Tombs also appears momentarily to have forgotten who the biggest slave traders of all, for much of the eighteenth century, were. Britons. Following his logic, we had better not teach about their achievements either.

3. Perhaps most risibly of all, Tombs declares that describing Winston Churchill as a racist is “a baseless accusation”.

Sir Winston Churchill in the cabinet room at 10 Downing Street. Photo: PA Images / Alamy

He may also have been a great wartime leader, but throughout his whole adult life Churchill was unequivocally, unashamedly racist. Even Andrew Roberts once admitted that Churchill was a white supremacist, but that was before Roberts too became a member of History Reclaimed and had to disown that knowledge as “anti-British”.

In 1921 Churchill described East African Indians as “a vulgar class of coolies” who “could not yet be allowed the same political rights as white men”.

1922: “opinion would change soon as to the expediency of granting democratic institutions to backward races who had no capacity for self-government’” …

1942: “I hate Indians. They are a beastly people with a beastly religion”.

1952: “When you learn to think of a race as inferior beings it is difficult to get rid of that way of thinking”…

1954: “I hate people with slit eyes and pigtails” and he “did not really think that Black people were as capable or as efficient as white people”.

1955: “Keep Britain White would be a good slogan”.

But oh no, according to Tombs, he couldn’t possibly be described as a racist.

The Telegraph and History Reclaimed are now making fools of themselves by continuing to wage a silly culture war against the teaching of verifiable and important aspects of British history. It’s time they packed it in.

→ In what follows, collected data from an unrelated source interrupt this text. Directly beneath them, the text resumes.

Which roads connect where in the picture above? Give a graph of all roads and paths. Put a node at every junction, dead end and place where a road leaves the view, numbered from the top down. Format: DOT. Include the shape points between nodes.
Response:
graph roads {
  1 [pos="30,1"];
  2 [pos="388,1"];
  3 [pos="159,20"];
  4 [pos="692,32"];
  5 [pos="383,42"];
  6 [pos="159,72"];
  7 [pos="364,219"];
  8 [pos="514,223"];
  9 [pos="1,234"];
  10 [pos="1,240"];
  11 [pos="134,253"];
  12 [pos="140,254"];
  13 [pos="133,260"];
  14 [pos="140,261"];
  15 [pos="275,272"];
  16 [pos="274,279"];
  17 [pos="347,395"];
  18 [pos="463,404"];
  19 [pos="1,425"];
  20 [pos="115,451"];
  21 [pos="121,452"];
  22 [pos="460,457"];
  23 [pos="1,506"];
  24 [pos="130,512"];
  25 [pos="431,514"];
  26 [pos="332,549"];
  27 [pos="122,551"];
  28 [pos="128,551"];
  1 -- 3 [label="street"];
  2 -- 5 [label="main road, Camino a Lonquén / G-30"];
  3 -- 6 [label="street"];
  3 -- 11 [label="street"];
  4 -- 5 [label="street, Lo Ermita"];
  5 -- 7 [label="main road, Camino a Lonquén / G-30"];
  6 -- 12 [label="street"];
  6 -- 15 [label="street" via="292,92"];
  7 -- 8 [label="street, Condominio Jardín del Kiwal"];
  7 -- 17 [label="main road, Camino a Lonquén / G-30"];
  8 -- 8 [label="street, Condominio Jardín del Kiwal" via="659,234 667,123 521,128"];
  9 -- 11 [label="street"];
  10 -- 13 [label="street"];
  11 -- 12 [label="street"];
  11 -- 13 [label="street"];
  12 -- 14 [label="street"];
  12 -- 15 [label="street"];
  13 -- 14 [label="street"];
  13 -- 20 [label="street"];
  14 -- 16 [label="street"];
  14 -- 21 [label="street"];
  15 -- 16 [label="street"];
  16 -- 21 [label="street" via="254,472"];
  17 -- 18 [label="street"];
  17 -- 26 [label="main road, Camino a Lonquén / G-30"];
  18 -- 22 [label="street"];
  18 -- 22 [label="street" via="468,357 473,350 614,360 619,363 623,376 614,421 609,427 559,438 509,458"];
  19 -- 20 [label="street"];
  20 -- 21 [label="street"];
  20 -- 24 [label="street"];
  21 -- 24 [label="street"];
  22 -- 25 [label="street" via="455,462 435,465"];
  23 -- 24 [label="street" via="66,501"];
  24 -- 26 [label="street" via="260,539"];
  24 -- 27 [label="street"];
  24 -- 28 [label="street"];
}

This article was edited on 13 August.

The original version claimed that there was no mention of Nazi Germany in the curriculum guidelines published by The Key at the time that The Telegraph targeted them. The author of this article had sought confirmation from The Key that the single reference to Nazi Germany in former guidelines had been removed in 2022, and had received this confirmation. However, The Key have since notified the author that they were mistaken. In fact, the guidelines current at the time of the Telegraph story did still mention Nazi Germany once, and this mention was removed only in response to the negative publicity generated by the misrepresentation of that mention in the story. This article is amended to reflect that.